>>>>

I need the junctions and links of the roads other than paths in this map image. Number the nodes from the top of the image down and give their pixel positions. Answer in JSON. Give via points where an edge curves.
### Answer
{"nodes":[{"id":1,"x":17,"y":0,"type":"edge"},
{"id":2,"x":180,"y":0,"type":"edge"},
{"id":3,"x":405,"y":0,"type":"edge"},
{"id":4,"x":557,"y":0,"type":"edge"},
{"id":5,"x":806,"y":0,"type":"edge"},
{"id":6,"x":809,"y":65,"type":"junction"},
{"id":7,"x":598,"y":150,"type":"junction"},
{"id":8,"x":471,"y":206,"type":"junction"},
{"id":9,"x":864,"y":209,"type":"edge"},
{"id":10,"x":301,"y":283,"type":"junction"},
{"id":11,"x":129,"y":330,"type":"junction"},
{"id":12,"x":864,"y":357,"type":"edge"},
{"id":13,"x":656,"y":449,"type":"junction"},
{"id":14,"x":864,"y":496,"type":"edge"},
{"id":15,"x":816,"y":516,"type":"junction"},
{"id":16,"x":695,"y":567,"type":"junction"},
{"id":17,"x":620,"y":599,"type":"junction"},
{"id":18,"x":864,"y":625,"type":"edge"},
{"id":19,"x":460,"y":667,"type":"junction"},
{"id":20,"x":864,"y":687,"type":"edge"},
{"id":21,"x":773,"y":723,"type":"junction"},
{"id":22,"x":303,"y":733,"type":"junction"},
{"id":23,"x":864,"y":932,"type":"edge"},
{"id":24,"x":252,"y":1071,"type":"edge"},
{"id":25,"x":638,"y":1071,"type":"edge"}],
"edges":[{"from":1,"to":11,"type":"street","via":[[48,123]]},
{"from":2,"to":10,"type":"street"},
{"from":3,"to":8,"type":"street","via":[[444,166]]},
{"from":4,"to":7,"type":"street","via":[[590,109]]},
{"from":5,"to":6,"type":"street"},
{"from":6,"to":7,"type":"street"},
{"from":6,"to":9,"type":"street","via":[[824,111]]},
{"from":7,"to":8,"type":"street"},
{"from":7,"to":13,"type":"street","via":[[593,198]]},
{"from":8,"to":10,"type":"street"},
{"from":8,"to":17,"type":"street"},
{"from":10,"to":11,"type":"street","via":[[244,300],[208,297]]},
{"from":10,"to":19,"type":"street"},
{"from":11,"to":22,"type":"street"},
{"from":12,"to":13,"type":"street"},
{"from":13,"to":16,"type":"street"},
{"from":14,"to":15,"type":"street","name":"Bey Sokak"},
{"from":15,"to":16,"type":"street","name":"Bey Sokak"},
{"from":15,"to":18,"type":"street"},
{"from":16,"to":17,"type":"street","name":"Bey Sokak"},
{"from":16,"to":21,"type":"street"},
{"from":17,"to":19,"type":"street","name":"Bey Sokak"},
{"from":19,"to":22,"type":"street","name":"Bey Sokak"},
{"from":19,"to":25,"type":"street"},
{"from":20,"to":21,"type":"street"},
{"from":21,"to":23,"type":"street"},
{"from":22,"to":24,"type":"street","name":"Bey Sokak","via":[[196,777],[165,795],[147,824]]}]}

<<<<
>>>>

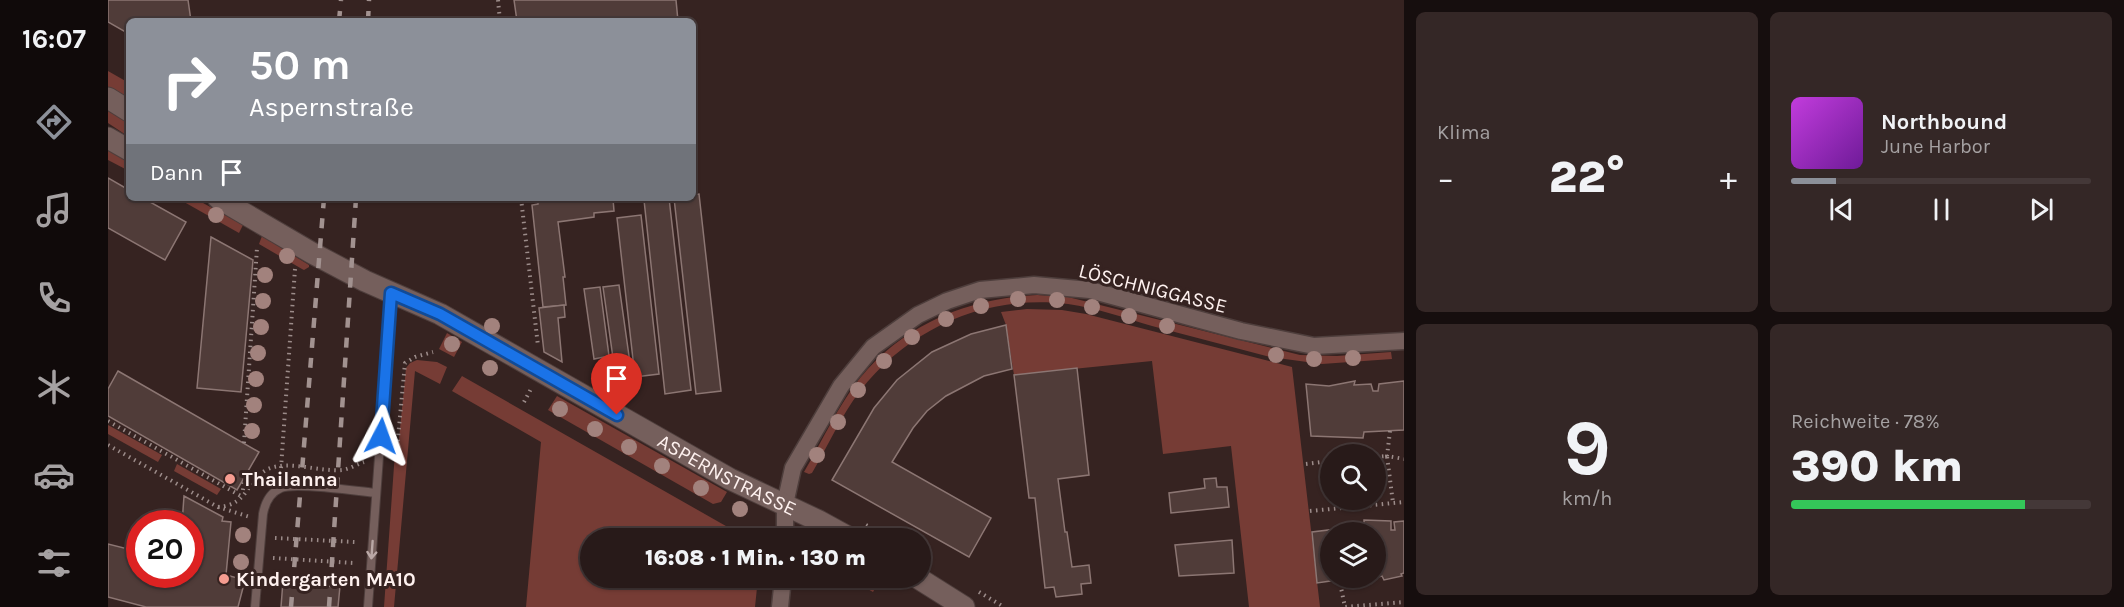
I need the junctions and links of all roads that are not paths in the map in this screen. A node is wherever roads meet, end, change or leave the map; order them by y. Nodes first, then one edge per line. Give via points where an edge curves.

<<<<

Work item: Find how many lines in the material above contain "junctions", and answer with that number only.

Exercise answer: 2